(Task data)
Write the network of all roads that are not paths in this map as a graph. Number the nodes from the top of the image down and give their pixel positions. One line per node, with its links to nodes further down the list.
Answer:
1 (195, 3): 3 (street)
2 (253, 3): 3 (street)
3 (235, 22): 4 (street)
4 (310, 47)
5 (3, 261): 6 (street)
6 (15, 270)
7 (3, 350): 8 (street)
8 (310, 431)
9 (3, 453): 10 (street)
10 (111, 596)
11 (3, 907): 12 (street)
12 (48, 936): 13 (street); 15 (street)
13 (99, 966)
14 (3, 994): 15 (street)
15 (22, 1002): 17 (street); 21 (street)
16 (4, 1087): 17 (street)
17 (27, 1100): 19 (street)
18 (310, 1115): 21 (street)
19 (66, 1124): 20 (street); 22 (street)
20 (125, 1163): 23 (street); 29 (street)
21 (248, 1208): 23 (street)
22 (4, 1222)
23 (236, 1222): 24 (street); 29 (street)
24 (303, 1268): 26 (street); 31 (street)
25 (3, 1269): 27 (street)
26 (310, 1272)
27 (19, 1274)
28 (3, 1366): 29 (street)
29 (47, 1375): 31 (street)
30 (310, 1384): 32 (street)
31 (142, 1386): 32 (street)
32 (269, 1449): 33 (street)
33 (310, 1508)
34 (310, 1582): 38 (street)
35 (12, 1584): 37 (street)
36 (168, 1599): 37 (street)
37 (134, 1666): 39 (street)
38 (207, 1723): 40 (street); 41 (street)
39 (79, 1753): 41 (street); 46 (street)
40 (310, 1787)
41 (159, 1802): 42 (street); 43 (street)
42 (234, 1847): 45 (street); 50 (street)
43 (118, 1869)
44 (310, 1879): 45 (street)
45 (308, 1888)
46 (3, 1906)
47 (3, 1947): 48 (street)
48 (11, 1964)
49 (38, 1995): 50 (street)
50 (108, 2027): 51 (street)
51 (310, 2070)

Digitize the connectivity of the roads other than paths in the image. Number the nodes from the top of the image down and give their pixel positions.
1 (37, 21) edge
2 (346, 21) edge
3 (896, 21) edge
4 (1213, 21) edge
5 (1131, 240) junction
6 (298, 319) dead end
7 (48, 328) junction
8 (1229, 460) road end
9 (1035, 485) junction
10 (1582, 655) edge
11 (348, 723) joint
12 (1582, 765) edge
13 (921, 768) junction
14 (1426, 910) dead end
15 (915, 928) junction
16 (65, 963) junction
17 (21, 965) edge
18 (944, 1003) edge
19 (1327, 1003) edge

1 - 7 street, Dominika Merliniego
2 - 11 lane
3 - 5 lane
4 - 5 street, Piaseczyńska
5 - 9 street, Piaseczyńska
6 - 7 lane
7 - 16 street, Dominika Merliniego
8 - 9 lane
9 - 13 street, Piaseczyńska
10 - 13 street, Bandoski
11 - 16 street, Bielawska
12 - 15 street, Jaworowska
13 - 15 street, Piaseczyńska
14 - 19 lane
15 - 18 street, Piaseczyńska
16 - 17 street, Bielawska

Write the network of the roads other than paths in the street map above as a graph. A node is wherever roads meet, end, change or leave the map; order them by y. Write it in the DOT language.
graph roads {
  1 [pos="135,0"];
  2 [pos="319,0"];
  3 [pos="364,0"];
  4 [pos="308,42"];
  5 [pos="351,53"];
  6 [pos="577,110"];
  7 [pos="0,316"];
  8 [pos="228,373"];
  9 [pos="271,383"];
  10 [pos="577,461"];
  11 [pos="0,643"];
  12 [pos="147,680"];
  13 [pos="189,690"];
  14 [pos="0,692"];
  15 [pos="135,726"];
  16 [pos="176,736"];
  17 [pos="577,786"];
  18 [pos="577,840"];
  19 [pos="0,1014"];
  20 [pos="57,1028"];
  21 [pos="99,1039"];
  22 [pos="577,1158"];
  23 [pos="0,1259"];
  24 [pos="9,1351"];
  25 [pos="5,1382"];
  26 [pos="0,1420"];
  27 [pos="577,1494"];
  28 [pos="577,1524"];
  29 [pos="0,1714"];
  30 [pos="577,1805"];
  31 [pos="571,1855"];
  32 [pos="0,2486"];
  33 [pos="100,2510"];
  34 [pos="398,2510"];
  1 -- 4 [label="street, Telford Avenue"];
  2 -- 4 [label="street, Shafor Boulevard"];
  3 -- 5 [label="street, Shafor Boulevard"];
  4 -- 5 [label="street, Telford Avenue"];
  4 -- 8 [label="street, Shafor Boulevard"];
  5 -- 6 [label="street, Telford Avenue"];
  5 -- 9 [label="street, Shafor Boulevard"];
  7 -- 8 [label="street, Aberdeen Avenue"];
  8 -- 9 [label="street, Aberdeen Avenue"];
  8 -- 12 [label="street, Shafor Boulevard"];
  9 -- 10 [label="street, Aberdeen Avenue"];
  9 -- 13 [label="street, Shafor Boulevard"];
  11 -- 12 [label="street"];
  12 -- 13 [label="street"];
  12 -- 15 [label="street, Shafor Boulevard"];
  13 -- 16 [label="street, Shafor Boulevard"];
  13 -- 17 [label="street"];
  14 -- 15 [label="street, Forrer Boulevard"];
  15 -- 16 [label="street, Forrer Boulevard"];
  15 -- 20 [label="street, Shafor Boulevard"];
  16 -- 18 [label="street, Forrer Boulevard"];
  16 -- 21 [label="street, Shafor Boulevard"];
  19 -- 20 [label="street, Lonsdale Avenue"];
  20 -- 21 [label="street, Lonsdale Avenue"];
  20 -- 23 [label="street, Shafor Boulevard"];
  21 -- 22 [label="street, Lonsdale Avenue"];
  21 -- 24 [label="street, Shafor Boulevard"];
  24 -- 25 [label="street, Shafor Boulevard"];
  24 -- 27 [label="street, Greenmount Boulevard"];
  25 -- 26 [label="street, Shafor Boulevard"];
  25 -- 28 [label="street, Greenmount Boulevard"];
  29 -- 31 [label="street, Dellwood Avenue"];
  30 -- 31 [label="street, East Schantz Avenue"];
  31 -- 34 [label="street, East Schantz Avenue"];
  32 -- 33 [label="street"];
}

(Work to complete)
Only an exact copy of the entries above will do.

(Solution to this exercise)
Write the network of all roads that are not paths in this map as a graph. Number the nodes from the top of the image down and give their pixel positions. One line per node, with its links to nodes further down the list.
Answer:
1 (195, 3): 3 (street)
2 (253, 3): 3 (street)
3 (235, 22): 4 (street)
4 (310, 47)
5 (3, 261): 6 (street)
6 (15, 270)
7 (3, 350): 8 (street)
8 (310, 431)
9 (3, 453): 10 (street)
10 (111, 596)
11 (3, 907): 12 (street)
12 (48, 936): 13 (street); 15 (street)
13 (99, 966)
14 (3, 994): 15 (street)
15 (22, 1002): 17 (street); 21 (street)
16 (4, 1087): 17 (street)
17 (27, 1100): 19 (street)
18 (310, 1115): 21 (street)
19 (66, 1124): 20 (street); 22 (street)
20 (125, 1163): 23 (street); 29 (street)
21 (248, 1208): 23 (street)
22 (4, 1222)
23 (236, 1222): 24 (street); 29 (street)
24 (303, 1268): 26 (street); 31 (street)
25 (3, 1269): 27 (street)
26 (310, 1272)
27 (19, 1274)
28 (3, 1366): 29 (street)
29 (47, 1375): 31 (street)
30 (310, 1384): 32 (street)
31 (142, 1386): 32 (street)
32 (269, 1449): 33 (street)
33 (310, 1508)
34 (310, 1582): 38 (street)
35 (12, 1584): 37 (street)
36 (168, 1599): 37 (street)
37 (134, 1666): 39 (street)
38 (207, 1723): 40 (street); 41 (street)
39 (79, 1753): 41 (street); 46 (street)
40 (310, 1787)
41 (159, 1802): 42 (street); 43 (street)
42 (234, 1847): 45 (street); 50 (street)
43 (118, 1869)
44 (310, 1879): 45 (street)
45 (308, 1888)
46 (3, 1906)
47 (3, 1947): 48 (street)
48 (11, 1964)
49 (38, 1995): 50 (street)
50 (108, 2027): 51 (street)
51 (310, 2070)

Digitize the connectivity of the roads other than paths in the image. Number the nodes from the top of the image down and give their pixel positions.
1 (37, 21) edge
2 (346, 21) edge
3 (896, 21) edge
4 (1213, 21) edge
5 (1131, 240) junction
6 (298, 319) dead end
7 (48, 328) junction
8 (1229, 460) road end
9 (1035, 485) junction
10 (1582, 655) edge
11 (348, 723) joint
12 (1582, 765) edge
13 (921, 768) junction
14 (1426, 910) dead end
15 (915, 928) junction
16 (65, 963) junction
17 (21, 965) edge
18 (944, 1003) edge
19 (1327, 1003) edge

1 - 7 street, Dominika Merliniego
2 - 11 lane
3 - 5 lane
4 - 5 street, Piaseczyńska
5 - 9 street, Piaseczyńska
6 - 7 lane
7 - 16 street, Dominika Merliniego
8 - 9 lane
9 - 13 street, Piaseczyńska
10 - 13 street, Bandoski
11 - 16 street, Bielawska
12 - 15 street, Jaworowska
13 - 15 street, Piaseczyńska
14 - 19 lane
15 - 18 street, Piaseczyńska
16 - 17 street, Bielawska

Write the network of the roads other than paths in the street map above as a graph. A node is wherever roads meet, end, change or leave the map; order them by y. Write it in the DOT language.
graph roads {
  1 [pos="135,0"];
  2 [pos="319,0"];
  3 [pos="364,0"];
  4 [pos="308,42"];
  5 [pos="351,53"];
  6 [pos="577,110"];
  7 [pos="0,316"];
  8 [pos="228,373"];
  9 [pos="271,383"];
  10 [pos="577,461"];
  11 [pos="0,643"];
  12 [pos="147,680"];
  13 [pos="189,690"];
  14 [pos="0,692"];
  15 [pos="135,726"];
  16 [pos="176,736"];
  17 [pos="577,786"];
  18 [pos="577,840"];
  19 [pos="0,1014"];
  20 [pos="57,1028"];
  21 [pos="99,1039"];
  22 [pos="577,1158"];
  23 [pos="0,1259"];
  24 [pos="9,1351"];
  25 [pos="5,1382"];
  26 [pos="0,1420"];
  27 [pos="577,1494"];
  28 [pos="577,1524"];
  29 [pos="0,1714"];
  30 [pos="577,1805"];
  31 [pos="571,1855"];
  32 [pos="0,2486"];
  33 [pos="100,2510"];
  34 [pos="398,2510"];
  1 -- 4 [label="street, Telford Avenue"];
  2 -- 4 [label="street, Shafor Boulevard"];
  3 -- 5 [label="street, Shafor Boulevard"];
  4 -- 5 [label="street, Telford Avenue"];
  4 -- 8 [label="street, Shafor Boulevard"];
  5 -- 6 [label="street, Telford Avenue"];
  5 -- 9 [label="street, Shafor Boulevard"];
  7 -- 8 [label="street, Aberdeen Avenue"];
  8 -- 9 [label="street, Aberdeen Avenue"];
  8 -- 12 [label="street, Shafor Boulevard"];
  9 -- 10 [label="street, Aberdeen Avenue"];
  9 -- 13 [label="street, Shafor Boulevard"];
  11 -- 12 [label="street"];
  12 -- 13 [label="street"];
  12 -- 15 [label="street, Shafor Boulevard"];
  13 -- 16 [label="street, Shafor Boulevard"];
  13 -- 17 [label="street"];
  14 -- 15 [label="street, Forrer Boulevard"];
  15 -- 16 [label="street, Forrer Boulevard"];
  15 -- 20 [label="street, Shafor Boulevard"];
  16 -- 18 [label="street, Forrer Boulevard"];
  16 -- 21 [label="street, Shafor Boulevard"];
  19 -- 20 [label="street, Lonsdale Avenue"];
  20 -- 21 [label="street, Lonsdale Avenue"];
  20 -- 23 [label="street, Shafor Boulevard"];
  21 -- 22 [label="street, Lonsdale Avenue"];
  21 -- 24 [label="street, Shafor Boulevard"];
  24 -- 25 [label="street, Shafor Boulevard"];
  24 -- 27 [label="street, Greenmount Boulevard"];
  25 -- 26 [label="street, Shafor Boulevard"];
  25 -- 28 [label="street, Greenmount Boulevard"];
  29 -- 31 [label="street, Dellwood Avenue"];
  30 -- 31 [label="street, East Schantz Avenue"];
  31 -- 34 [label="street, East Schantz Avenue"];
  32 -- 33 [label="street"];
}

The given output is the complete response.